Jack from Mass Effect is a character who sets off the common queer internal struggle of: Do I want to date this person or be them or both? With her shaved head, full-body tats, and semi-terrifying attitude, she is very much a queer icon in every sense of the word. As freelance editor Carli Velocci says, it’s “a real shame” that Mass Effect 2 won’t let you romance the buzz cut babe.

Unfortunately, Jack was meant to be pansexual but was changed late in the sequel’s development, as confirmed last year by former BioWare writer Brian Kindregan. “It was actually very late [in development] that [Jack’s romance] became a male/female-only romance,” Kindregan, who was the main writer on Jack’s story, explained. “She was essentially pansexual for most of the development of that romance.”

It’s so damn obvious that Jack was written to be into everyone that it’s even more frustrating we couldn’t have space sex.

Sephiroth, Final Fantasy VII

Image: Square Enix
Image: Square Enix

While Cloud Strife may seem like an obvious and safe option, Final Fantasy VII’s melancholic super bully Sephiroth took my heart in unexpectedly warm ways. He’s brutal yet poetic, gentle yet menacing, soft yet terrifying — all while haunting you with his immortal existence. Sephiroth is sexy scary, the type of guy to recite nihilist philosophy to you before pinning you to a wall to have his way. He’s giving Vicious from Cowboy Bebop but make it BDSM, and that makes me sweat.

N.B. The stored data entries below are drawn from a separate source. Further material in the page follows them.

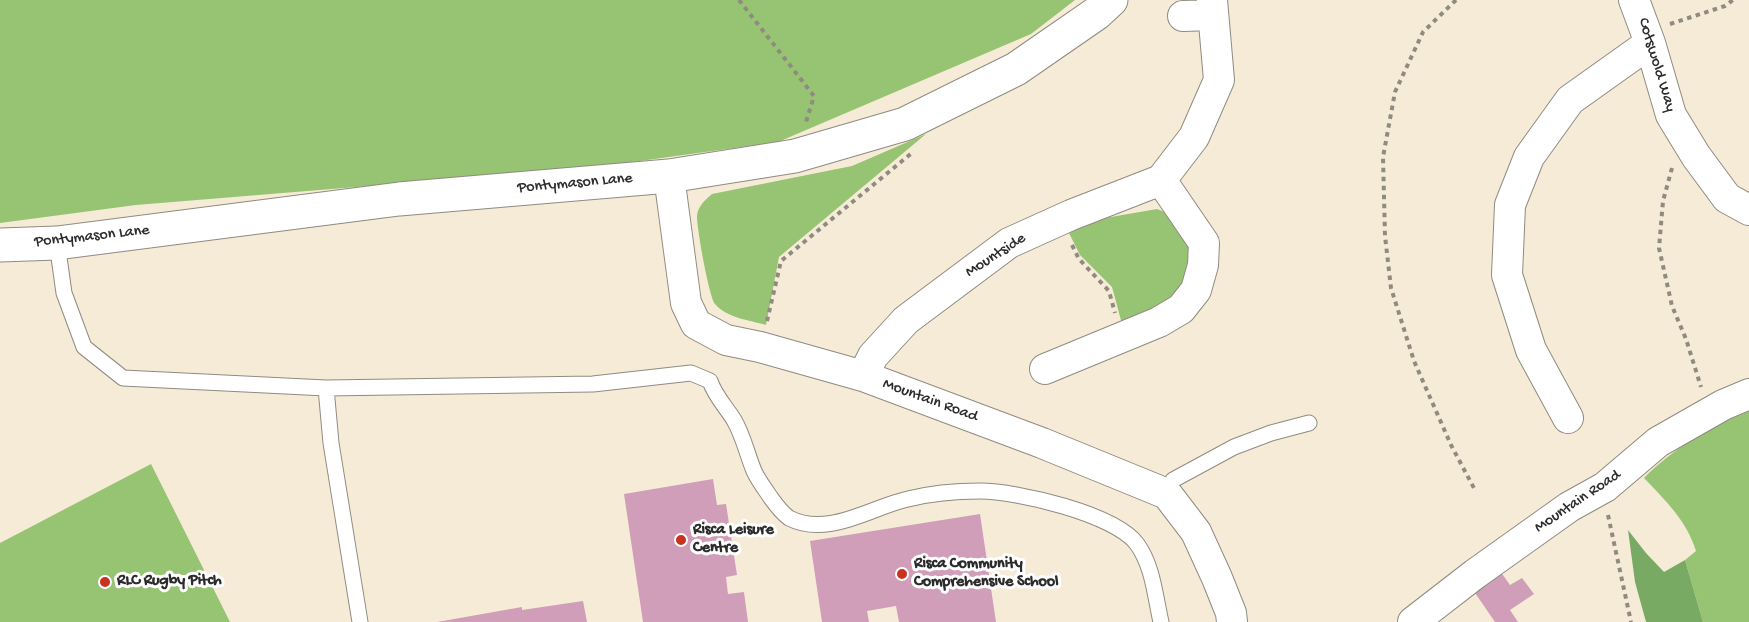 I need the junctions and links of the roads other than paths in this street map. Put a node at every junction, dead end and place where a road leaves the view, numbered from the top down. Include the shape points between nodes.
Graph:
1 (1111, 0) edge
2 (1634, 0) edge
3 (1213, 8) edge
4 (1183, 16) dead end
5 (1647, 38) junction
6 (669, 176) junction
7 (1161, 180) junction
8 (1749, 210) edge
9 (57, 243) junction
10 (0, 245) edge
11 (1046, 369) dead end
12 (863, 376) junction
13 (326, 388) junction
14 (1749, 394) edge
15 (1568, 418) dead end
16 (1309, 423) dead end
17 (1167, 494) junction
18 (360, 622) edge
19 (1161, 622) edge
20 (1232, 622) edge
21 (1413, 622) edge

1 - 6 street, Pontymason Lane via 1016,69 905,124 795,156
2 - 5 street, Cotswold Way
3 - 4 street
3 - 7 street via 1219,80 1194,137
5 - 8 street, Cotswold Way via 1671,115 1686,141 1727,198
5 - 15 street via 1570,100 1529,157 1510,205 1507,275 1531,350
6 - 9 street, Pontymason Lane via 399,199
6 - 12 street, Mountain Road via 686,303 696,324 726,339
7 - 11 street via 1204,243 1196,290 1181,309 1121,337 1078,370
7 - 12 street, Mountside via 1009,243 906,320 873,356
9 - 10 street, Pontymason Lane
9 - 13 lane via 64,293 84,347 123,378
12 - 17 street, Mountain Road
13 - 18 lane
13 - 19 lane via 593,384 692,373 710,381 735,421 755,474 789,518 811,524 833,523 907,499 943,492 983,491 1079,511 1124,531 1137,544 1148,562
14 - 21 street, Mountain Road via 1658,442 1605,487 1569,507
16 - 17 lane via 1234,447 1173,480
17 - 20 street via 1196,532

The moment Sephiroth made his debut in Square Enix’s 1997 turn-based RPG, I was in love. Sure, I gawked at his semi-exposed chest, his pale torso wrapped in straps and blanked by a leather trenchcoat, but I was really enamoured with his disposition. This is a tragic character, one first heralded as a beacon of exceptional bravery before descending into megalomaniacal madness. It’s frightening and yet, it’s somehow beautiful and sensual as well. Sephiroth does things to me and continues to own property in my head space, probably more than he does Cloud Strife’s, and I don’t mind that at all. — Levi Winslow staff writer

Are there any video game characters you feel deserve to be on this list who aren’t here? Tell us in the comments below.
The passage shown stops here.